Provided information |
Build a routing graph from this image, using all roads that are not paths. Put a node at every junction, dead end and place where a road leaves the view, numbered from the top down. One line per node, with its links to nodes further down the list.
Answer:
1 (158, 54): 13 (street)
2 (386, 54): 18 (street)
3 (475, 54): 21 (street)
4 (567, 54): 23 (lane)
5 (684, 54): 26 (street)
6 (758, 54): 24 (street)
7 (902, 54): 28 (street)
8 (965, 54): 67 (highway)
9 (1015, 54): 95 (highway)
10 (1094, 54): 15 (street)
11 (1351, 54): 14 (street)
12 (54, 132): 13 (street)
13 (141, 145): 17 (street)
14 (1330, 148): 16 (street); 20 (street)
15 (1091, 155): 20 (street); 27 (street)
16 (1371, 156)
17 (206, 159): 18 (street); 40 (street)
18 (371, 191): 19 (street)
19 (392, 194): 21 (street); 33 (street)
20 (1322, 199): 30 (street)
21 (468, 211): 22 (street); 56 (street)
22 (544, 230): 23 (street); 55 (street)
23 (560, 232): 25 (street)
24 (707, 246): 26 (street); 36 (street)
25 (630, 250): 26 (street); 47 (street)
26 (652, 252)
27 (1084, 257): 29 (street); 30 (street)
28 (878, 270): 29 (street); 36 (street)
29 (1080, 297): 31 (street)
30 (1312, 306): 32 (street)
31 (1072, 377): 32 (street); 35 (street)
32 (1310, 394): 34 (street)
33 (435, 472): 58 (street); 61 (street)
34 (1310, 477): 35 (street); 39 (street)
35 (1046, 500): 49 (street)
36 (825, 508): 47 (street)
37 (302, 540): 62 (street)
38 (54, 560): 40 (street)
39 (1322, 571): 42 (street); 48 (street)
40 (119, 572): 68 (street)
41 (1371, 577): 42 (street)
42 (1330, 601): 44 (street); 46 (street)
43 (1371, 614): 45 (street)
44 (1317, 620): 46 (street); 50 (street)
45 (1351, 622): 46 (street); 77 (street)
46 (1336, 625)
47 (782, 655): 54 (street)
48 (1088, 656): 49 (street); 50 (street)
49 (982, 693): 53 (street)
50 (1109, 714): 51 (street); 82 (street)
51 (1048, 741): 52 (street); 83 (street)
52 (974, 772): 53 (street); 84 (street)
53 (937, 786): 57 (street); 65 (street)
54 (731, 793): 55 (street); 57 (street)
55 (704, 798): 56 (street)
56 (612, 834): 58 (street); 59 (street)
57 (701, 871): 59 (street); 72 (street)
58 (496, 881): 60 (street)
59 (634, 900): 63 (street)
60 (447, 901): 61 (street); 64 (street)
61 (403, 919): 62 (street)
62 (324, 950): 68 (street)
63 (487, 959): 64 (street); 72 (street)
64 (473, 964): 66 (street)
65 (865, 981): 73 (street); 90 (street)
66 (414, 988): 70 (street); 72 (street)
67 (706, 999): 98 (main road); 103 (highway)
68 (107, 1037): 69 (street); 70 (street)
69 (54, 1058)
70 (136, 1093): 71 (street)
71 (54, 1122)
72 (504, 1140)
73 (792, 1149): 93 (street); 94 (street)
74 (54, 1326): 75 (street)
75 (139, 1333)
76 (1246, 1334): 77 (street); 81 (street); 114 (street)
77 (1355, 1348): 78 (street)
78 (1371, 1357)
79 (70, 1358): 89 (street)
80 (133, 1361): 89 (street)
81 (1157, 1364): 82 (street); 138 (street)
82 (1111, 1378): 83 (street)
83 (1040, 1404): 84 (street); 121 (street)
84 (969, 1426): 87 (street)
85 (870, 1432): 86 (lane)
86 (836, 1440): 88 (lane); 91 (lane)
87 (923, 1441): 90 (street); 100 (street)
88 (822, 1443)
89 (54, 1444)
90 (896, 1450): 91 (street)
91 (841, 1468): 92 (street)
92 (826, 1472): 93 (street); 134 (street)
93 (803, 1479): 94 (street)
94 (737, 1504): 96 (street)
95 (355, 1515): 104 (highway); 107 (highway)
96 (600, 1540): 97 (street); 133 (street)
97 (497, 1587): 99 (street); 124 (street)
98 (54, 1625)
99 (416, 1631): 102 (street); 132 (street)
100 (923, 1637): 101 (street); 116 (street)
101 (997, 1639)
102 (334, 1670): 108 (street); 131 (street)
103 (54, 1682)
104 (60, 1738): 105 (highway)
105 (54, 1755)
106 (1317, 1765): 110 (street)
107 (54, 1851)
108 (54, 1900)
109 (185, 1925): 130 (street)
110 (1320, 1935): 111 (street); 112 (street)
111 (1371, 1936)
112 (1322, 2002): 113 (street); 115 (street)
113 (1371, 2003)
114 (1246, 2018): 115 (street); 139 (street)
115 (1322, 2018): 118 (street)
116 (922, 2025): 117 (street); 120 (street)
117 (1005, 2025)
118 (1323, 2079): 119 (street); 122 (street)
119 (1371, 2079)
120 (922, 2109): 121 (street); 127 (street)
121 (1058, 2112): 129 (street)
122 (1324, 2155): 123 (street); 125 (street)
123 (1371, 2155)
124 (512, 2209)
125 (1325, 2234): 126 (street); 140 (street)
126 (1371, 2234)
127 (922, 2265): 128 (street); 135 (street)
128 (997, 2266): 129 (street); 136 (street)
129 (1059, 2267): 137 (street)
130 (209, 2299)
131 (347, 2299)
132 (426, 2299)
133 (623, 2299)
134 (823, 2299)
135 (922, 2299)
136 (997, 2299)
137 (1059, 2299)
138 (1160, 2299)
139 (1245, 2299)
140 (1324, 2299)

Exercise | Identify all lines in the records above with the word "lane".

Task output |
4 (567, 54): 23 (lane)
85 (870, 1432): 86 (lane)
86 (836, 1440): 88 (lane); 91 (lane)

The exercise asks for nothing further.